Apologists of the regime say the day placed under the theme, “Cameroonian citizens, let us remain united in diversity and preserve social peace for a stable, indivisible and prosperous Cameroon,” is a perfect occasion to espouse what unites all rather than what separates the nation.
National Daily Cameroon Tribune, today, revisits some diverse Presidential moves taken to ensure national unity in the country.
Education Imperatives
Following complaints of lack of teachers in Anglophone technical schools, the Head of State ordered a special recruitment of 1,000 young bilingual science and technical teachers.

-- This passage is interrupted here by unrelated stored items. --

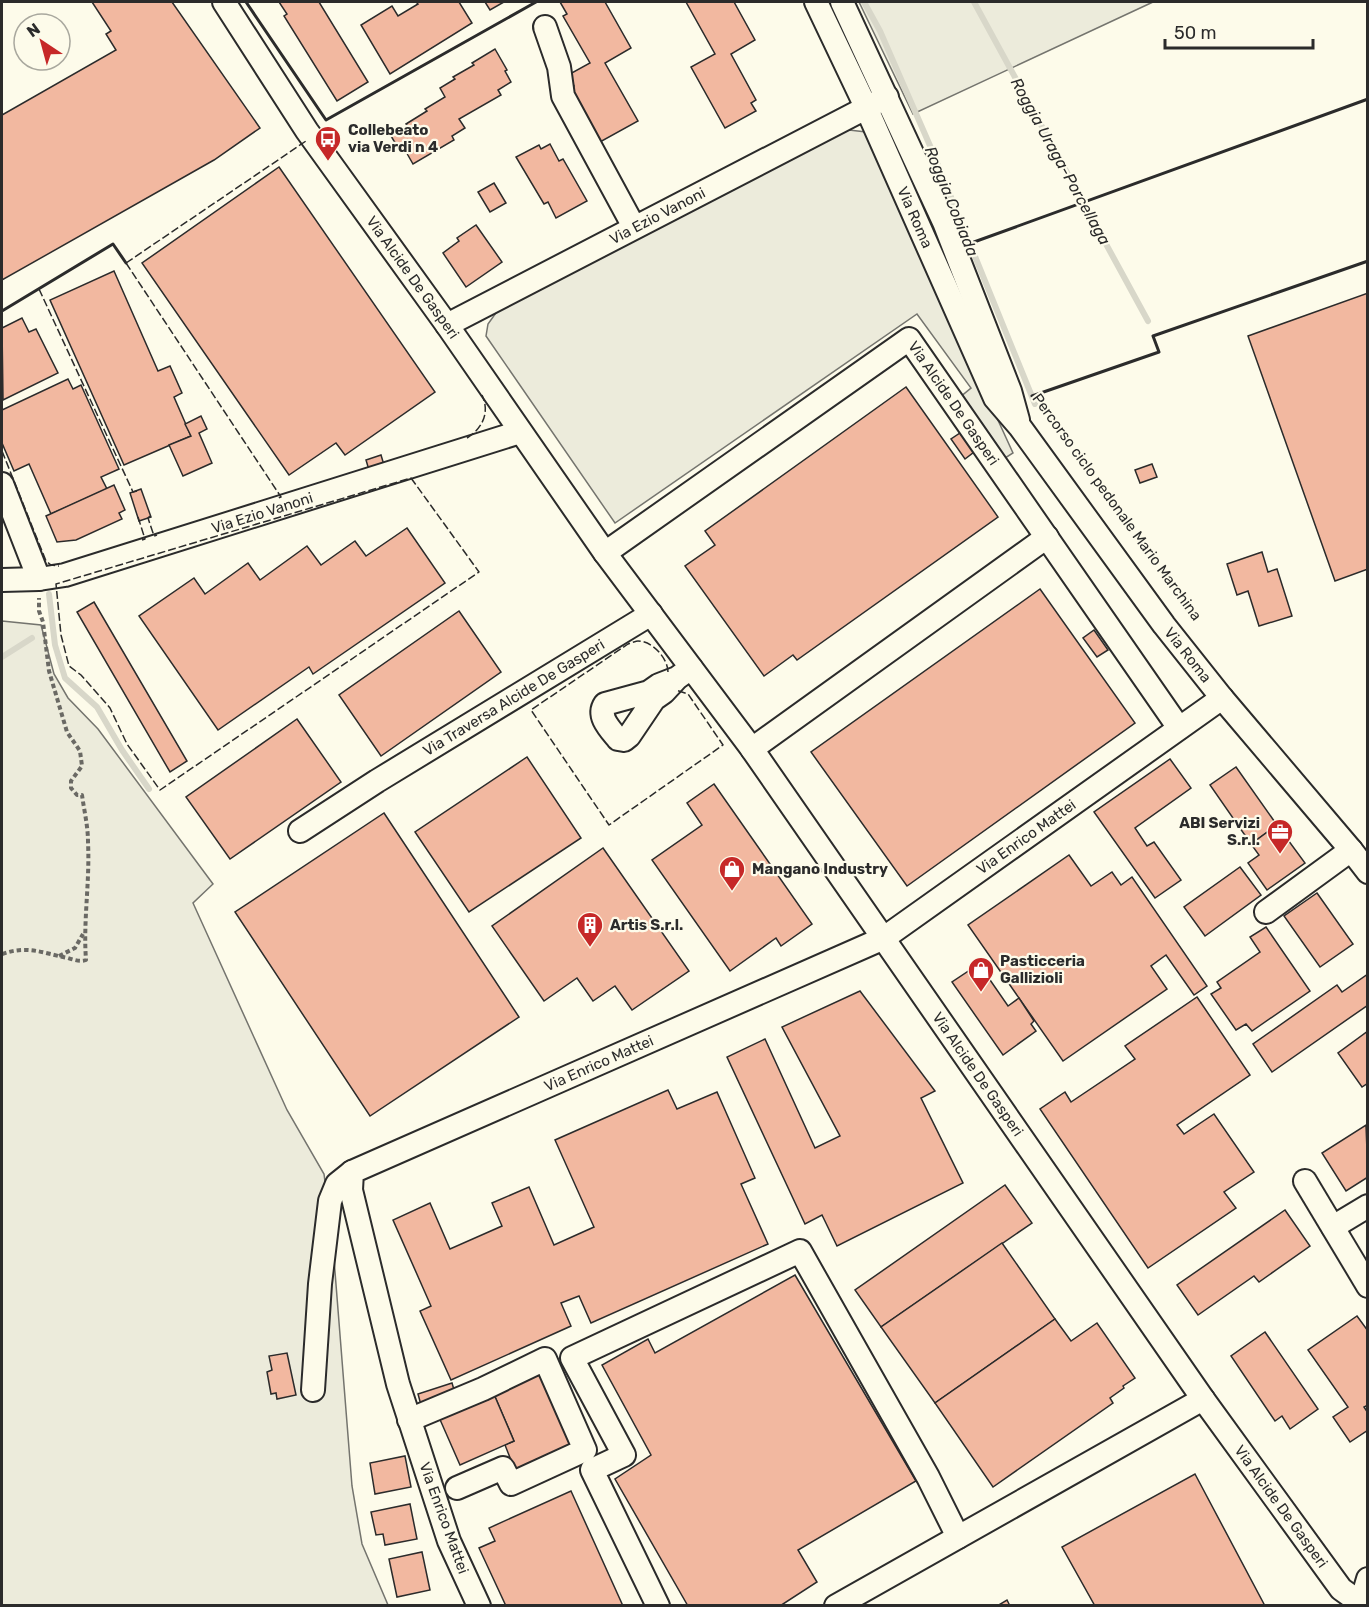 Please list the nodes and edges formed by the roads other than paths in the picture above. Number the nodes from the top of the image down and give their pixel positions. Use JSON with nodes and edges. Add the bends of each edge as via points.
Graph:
{"nodes":[{"id":1,"x":224,"y":2,"type":"edge"},
{"id":2,"x":816,"y":2,"type":"edge"},
{"id":3,"x":842,"y":2,"type":"edge"},
{"id":4,"x":544,"y":27,"type":"dead end"},
{"id":5,"x":876,"y":102,"type":"junction"},
{"id":6,"x":634,"y":227,"type":"junction"},
{"id":7,"x":447,"y":325,"type":"junction"},
{"id":8,"x":520,"y":432,"type":"junction"},
{"id":9,"x":2,"y":484,"type":"edge"},
{"id":10,"x":1047,"y":537,"type":"junction"},
{"id":11,"x":605,"y":553,"type":"junction"},
{"id":12,"x":39,"y":579,"type":"junction"},
{"id":13,"x":2,"y":580,"type":"edge"},
{"id":14,"x":651,"y":614,"type":"junction"},
{"id":15,"x":1222,"y":698,"type":"junction"},
{"id":16,"x":1179,"y":728,"type":"junction"},
{"id":17,"x":752,"y":749,"type":"junction"},
{"id":18,"x":300,"y":831,"type":"dead end"},
{"id":19,"x":1351,"y":850,"type":"junction"},
{"id":20,"x":1368,"y":872,"type":"edge"},
{"id":21,"x":1266,"y":912,"type":"dead end"},
{"id":22,"x":884,"y":938,"type":"junction"},
{"id":23,"x":352,"y":1172,"type":"junction"},
{"id":24,"x":1305,"y":1181,"type":"dead end"},
{"id":25,"x":1368,"y":1206,"type":"edge"},
{"id":26,"x":1333,"y":1227,"type":"junction"},
{"id":27,"x":1368,"y":1286,"type":"edge"},
{"id":28,"x":313,"y":1390,"type":"dead end"},
{"id":29,"x":1203,"y":1399,"type":"junction"},
{"id":30,"x":410,"y":1420,"type":"junction"},
{"id":31,"x":457,"y":1488,"type":"dead end"},
{"id":32,"x":958,"y":1537,"type":"junction"},
{"id":33,"x":1368,"y":1579,"type":"edge"},
{"id":34,"x":1362,"y":1603,"type":"edge"},
{"id":35,"x":479,"y":1605,"type":"edge"},
{"id":36,"x":658,"y":1605,"type":"edge"},
{"id":37,"x":836,"y":1605,"type":"edge"}],
"edges":[{"from":1,"to":7,"type":"street","name":"Via Alcide De Gasperi","via":[[307,130]]},
{"from":2,"to":5,"type":"street","name":"Via Roma"},
{"from":3,"to":5,"type":"street","name":"Via Roma"},
{"from":4,"to":6,"type":"street","via":[[559,67],[563,96]]},
{"from":5,"to":6,"type":"street","name":"Via Ezio Vanoni"},
{"from":5,"to":15,"type":"street","name":"Via Roma","via":[[995,398]]},
{"from":6,"to":7,"type":"street","name":"Via Ezio Vanoni"},
{"from":7,"to":8,"type":"street","name":"Via Alcide De Gasperi"},
{"from":8,"to":11,"type":"street","name":"Via Alcide De Gasperi"},
{"from":8,"to":12,"type":"street","name":"Via Ezio Vanoni","via":[[65,575]]},
{"from":9,"to":12,"type":"street"},
{"from":10,"to":11,"type":"street","name":"Via Alcide De Gasperi","via":[[909,339]]},
{"from":10,"to":16,"type":"street","name":"Via Alcide De Gasperi"},
{"from":10,"to":17,"type":"street"},
{"from":11,"to":14,"type":"street","name":"Via Alcide De Gasperi"},
{"from":12,"to":13,"type":"street","name":"Via Ezio Vanoni"},
{"from":14,"to":17,"type":"street","name":"Via Alcide De Gasperi","via":[[684,673]]},
{"from":14,"to":18,"type":"street","name":"Via Traversa Alcide De Gasperi"},
{"from":15,"to":16,"type":"street","name":"Via Enrico Mattei"},
{"from":15,"to":19,"type":"street","name":"Via Roma"},
{"from":16,"to":22,"type":"street","name":"Via Enrico Mattei"},
{"from":17,"to":22,"type":"street","name":"Via Alcide De Gasperi"},
{"from":19,"to":20,"type":"street","name":"Via Roma"},
{"from":19,"to":21,"type":"street"},
{"from":22,"to":23,"type":"street","name":"Via Enrico Mattei"},
{"from":22,"to":29,"type":"street","name":"Via Alcide De Gasperi"},
{"from":23,"to":28,"type":"street","via":[[337,1184],[330,1201]]},
{"from":23,"to":30,"type":"street","name":"Via Enrico Mattei","via":[[351,1190]]},
{"from":24,"to":26,"type":"street"},
{"from":25,"to":26,"type":"street"},
{"from":26,"to":27,"type":"street"},
{"from":29,"to":32,"type":"street"},
{"from":29,"to":34,"type":"street","name":"Via Alcide De Gasperi","via":[[1341,1589]]},
{"from":30,"to":31,"type":"street","via":[[545,1359],[585,1450],[511,1484],[503,1468]]},
{"from":30,"to":35,"type":"street","name":"Via Enrico Mattei","via":[[449,1540]]},
{"from":32,"to":36,"type":"street","via":[[800,1251],[572,1358],[624,1455],[592,1470]]},
{"from":32,"to":37,"type":"street"},
{"from":33,"to":34,"type":"street"}]}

The teachers have already been recruited and deployed to all the regions of the country based on expressed needs with the North West and South West having the lion’s share (over 800).

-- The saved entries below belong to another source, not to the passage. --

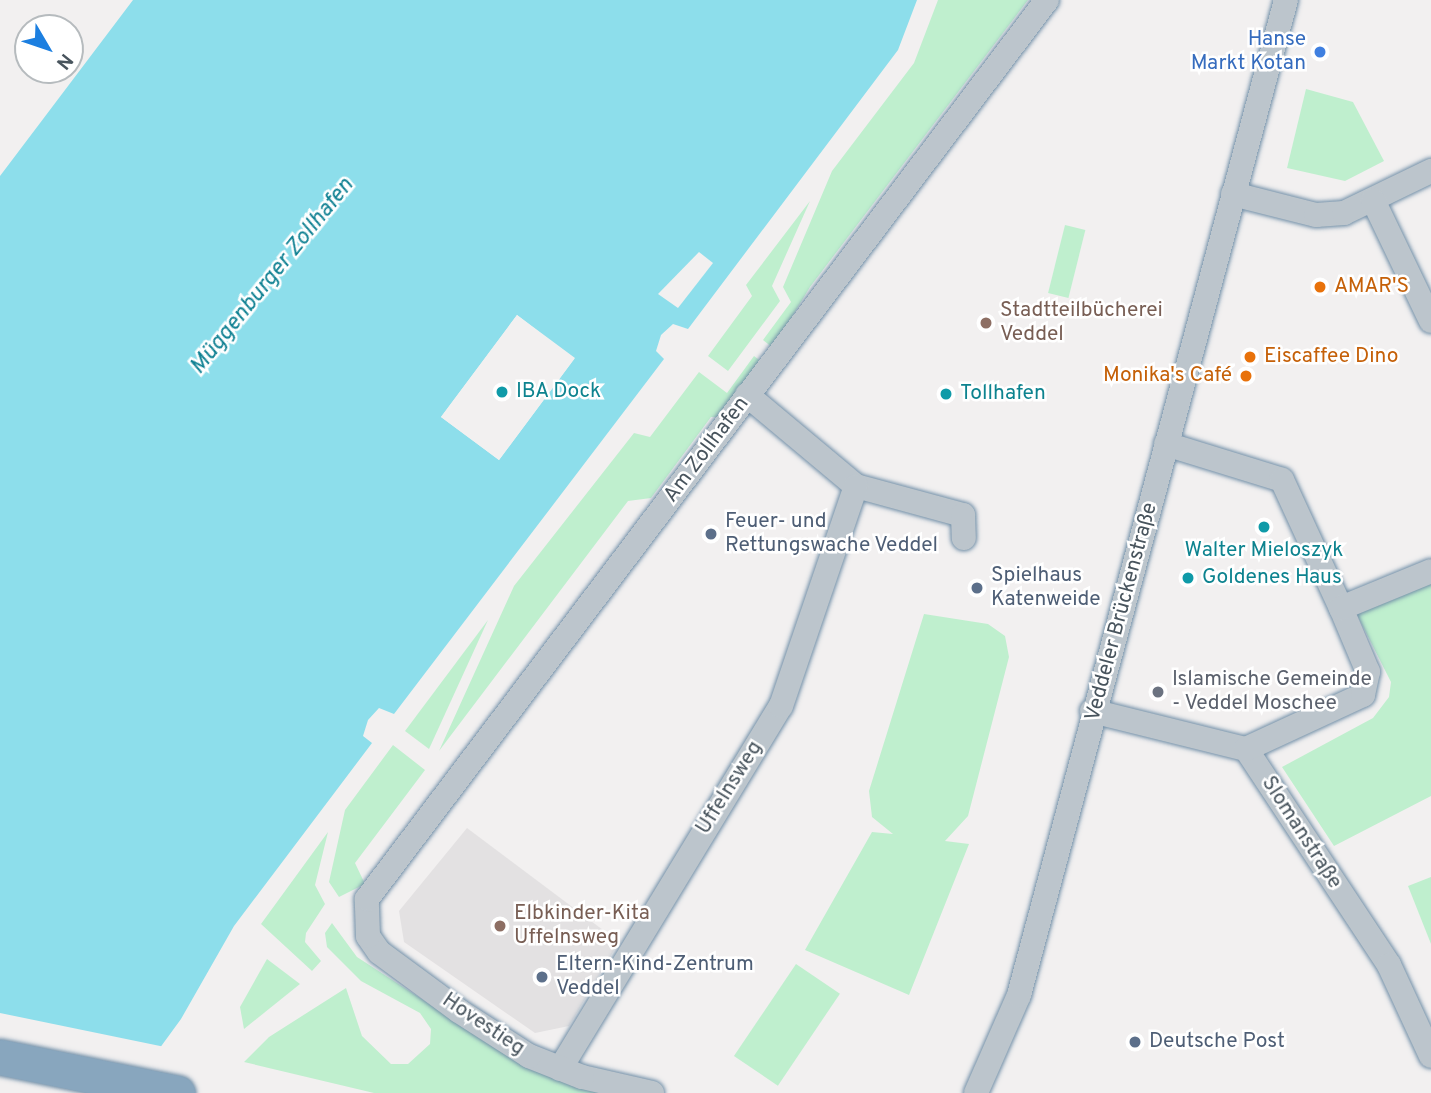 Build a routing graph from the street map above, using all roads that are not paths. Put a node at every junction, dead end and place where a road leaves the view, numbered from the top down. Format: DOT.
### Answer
graph roads {
  1 [pos="1047,0"];
  2 [pos="1286,0"];
  3 [pos="1431,171"];
  4 [pos="1233,194"];
  5 [pos="1373,200"];
  6 [pos="1431,321"];
  7 [pos="747,395"];
  8 [pos="1166,443"];
  9 [pos="856,486"];
  10 [pos="964,538"];
  11 [pos="1431,571"];
  12 [pos="1341,608"];
  13 [pos="1092,711"];
  14 [pos="1246,749"];
  15 [pos="367,899"];
  16 [pos="1431,1056"];
  17 [pos="0,1057"];
  18 [pos="560,1069"];
  19 [pos="177,1093"];
  20 [pos="652,1093"];
  21 [pos="976,1093"];
  1 -- 7 [label="street, Am Zollhafen"];
  2 -- 4 [label="street, Veddeler Brückenstraße"];
  3 -- 5 [label="street"];
  4 -- 5 [label="street"];
  4 -- 8 [label="street, Veddeler Brückenstraße"];
  5 -- 6 [label="street"];
  7 -- 9 [label="street"];
  7 -- 15 [label="street, Am Zollhafen"];
  8 -- 12 [label="street"];
  8 -- 13 [label="street, Veddeler Brückenstraße"];
  9 -- 10 [label="street"];
  9 -- 18 [label="street, Uffelnsweg"];
  11 -- 12 [label="street"];
  12 -- 14 [label="street"];
  13 -- 14 [label="street"];
  13 -- 21 [label="street, Veddeler Brückenstraße"];
  14 -- 16 [label="street, Slomanstraße"];
  15 -- 18 [label="street, Hovestieg"];
  17 -- 19 [label="highway"];
  18 -- 20 [label="street, Hovestieg"];
}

Prior to the fresh recruitment, the Ministry of Secondary Education undertook a census to know who was where and redeployed teachers across the country according to needs. On instructions of the Head of State, the Faculty of Legal and Political Sciences has been created in the University of Buea and the department of English Law in the Universities of Douala, Maroua, Ngaoundere and Dschang similar to that in the University of Yaounde II.
On the weak financial capacity of lay private and confessional schools to measure up in the training of children, the Head of State ordered the setting up of a special fund of FCFA 2 billion to serve as subsidy for concerned schools. Dialogue on other issues that could ensure excellence in the functioning of both the English and French systems of education side-by-side without one crushing the other continues under the chair of Higher Education Minister.

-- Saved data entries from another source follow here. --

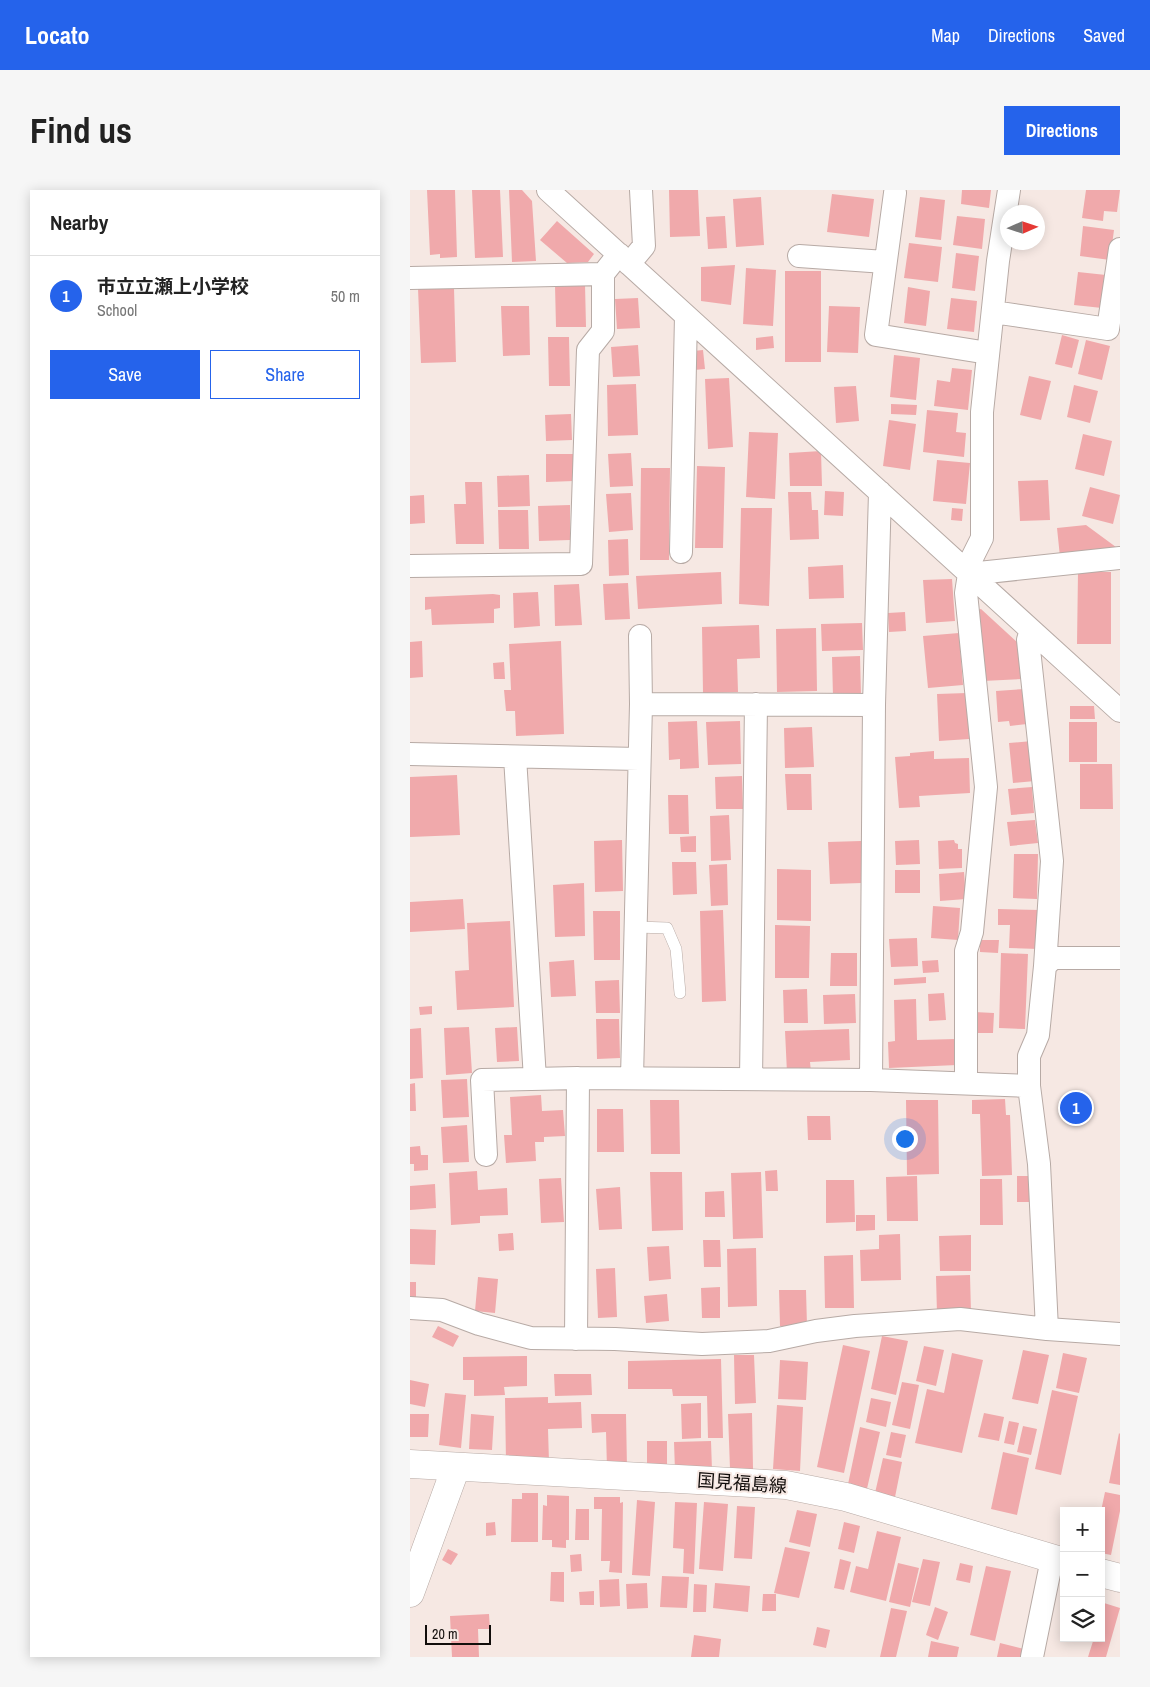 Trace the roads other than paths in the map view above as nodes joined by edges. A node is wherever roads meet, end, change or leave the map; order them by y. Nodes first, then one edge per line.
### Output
1 (642, 190) edge
2 (1009, 190) edge
3 (895, 193) dead end
4 (557, 195) edge
5 (1120, 249) edge
6 (799, 256) dead end
7 (624, 259) junction
8 (886, 262) junction
9 (602, 274) junction
10 (410, 278) edge
11 (993, 312) junction
12 (686, 316) junction
13 (988, 353) junction
14 (880, 492) junction
15 (681, 552) dead end
16 (1120, 558) edge
17 (410, 566) edge
18 (968, 572) junction
19 (1030, 630) junction
20 (640, 636) dead end
21 (641, 704) junction
22 (756, 704) junction
23 (874, 705) junction
24 (1120, 711) edge
25 (410, 754) edge
26 (515, 757) junction
27 (639, 759) junction
28 (636, 927) junction
29 (1120, 958) edge
30 (1045, 966) junction
31 (680, 993) dead end
32 (578, 1078) junction
33 (632, 1078) junction
34 (535, 1079) junction
35 (751, 1079) junction
36 (871, 1080) junction
37 (966, 1082) junction
38 (1029, 1086) junction
39 (486, 1155) dead end
40 (410, 1308) edge
41 (1047, 1329) junction
42 (1120, 1334) edge
43 (576, 1339) junction
44 (410, 1464) edge
45 (456, 1467) junction
46 (1058, 1560) edge
47 (1105, 1574) edge
48 (1120, 1578) edge
49 (410, 1593) edge
50 (1032, 1657) edge

1 - 7 street
2 - 11 street
3 - 8 street
4 - 7 street
5 - 11 street
6 - 8 street
7 - 9 street
7 - 12 street
8 - 13 street
9 - 10 street
9 - 17 street
11 - 13 street
12 - 14 street
12 - 15 street
13 - 18 street
14 - 18 street
14 - 23 street
16 - 18 street
18 - 19 street
18 - 37 street
19 - 24 street
19 - 30 street
20 - 21 street
21 - 22 street
21 - 27 street
22 - 23 street
22 - 35 street
23 - 36 street
25 - 26 street
26 - 27 street
26 - 34 street
27 - 28 street
28 - 31 lane
28 - 33 street
29 - 30 street
30 - 38 street
32 - 33 street
32 - 34 street
32 - 43 street
33 - 35 street
34 - 39 street
35 - 36 street
36 - 37 street
37 - 38 street
38 - 41 street
40 - 43 street
41 - 42 street
41 - 43 street
44 - 45 main road, 国見福島線
45 - 46 main road, 国見福島線
45 - 49 main road
46 - 50 street
47 - 48 main road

Polishing Up Bi-jurial Functioning
Against a backdrop of lawyers’ claims on what they qualified as the marginalisation of the Common Law, the Prime Minister, Head of Government, on December 22, 2016 set up an Adhoc Committee charged with examining proposals for solutions to the concerns of aggrieved lawyers. Fruits of the ensuing dialogue between the stakeholders are visible.
For instance, the President of the Republic instructed the amendment of the organisation and functioning of the Supreme Court with provisions for the inclusion of the Common Law section. On April 9, 2018, President Paul Biya equally signed a decree reorganising the structure and functioning of the School of Administration and Magistracy (ENAM).
Prior to that, a Common Law section was created in the school on the instructions of the Head of State who equally ordered the recruitment of Anglophone teachers at the Magistracy and Registry Divisions of ENAM. A special recruitment of English-speaking pupil Judicial and Legal Officers as well as Court Registrars over a period of four years based on quotas has been ordered. Some 80 of them were recruited last year and are currently undergoing training.
OHADA Law Now in English
The OHADA law which hitherto existed only in French language has been translated into English on the request of Cameroon. The translated version was published in the Official Gazette on November 24, 2016 and a copy handed over to the Secretary General of the Presidency two days after. The Minister of State; Minister of Justice and Keeper of the Seals on November, 29, 2016, handed over the copy to the President of the Bar Council.
These and many other measures are aimed at polishing up the functioning of the country’s bi-jurial system for a better and acceptable justice administration. For, indiscriminate justice begets peace and unity that the country needs to attain already identified growth objectives.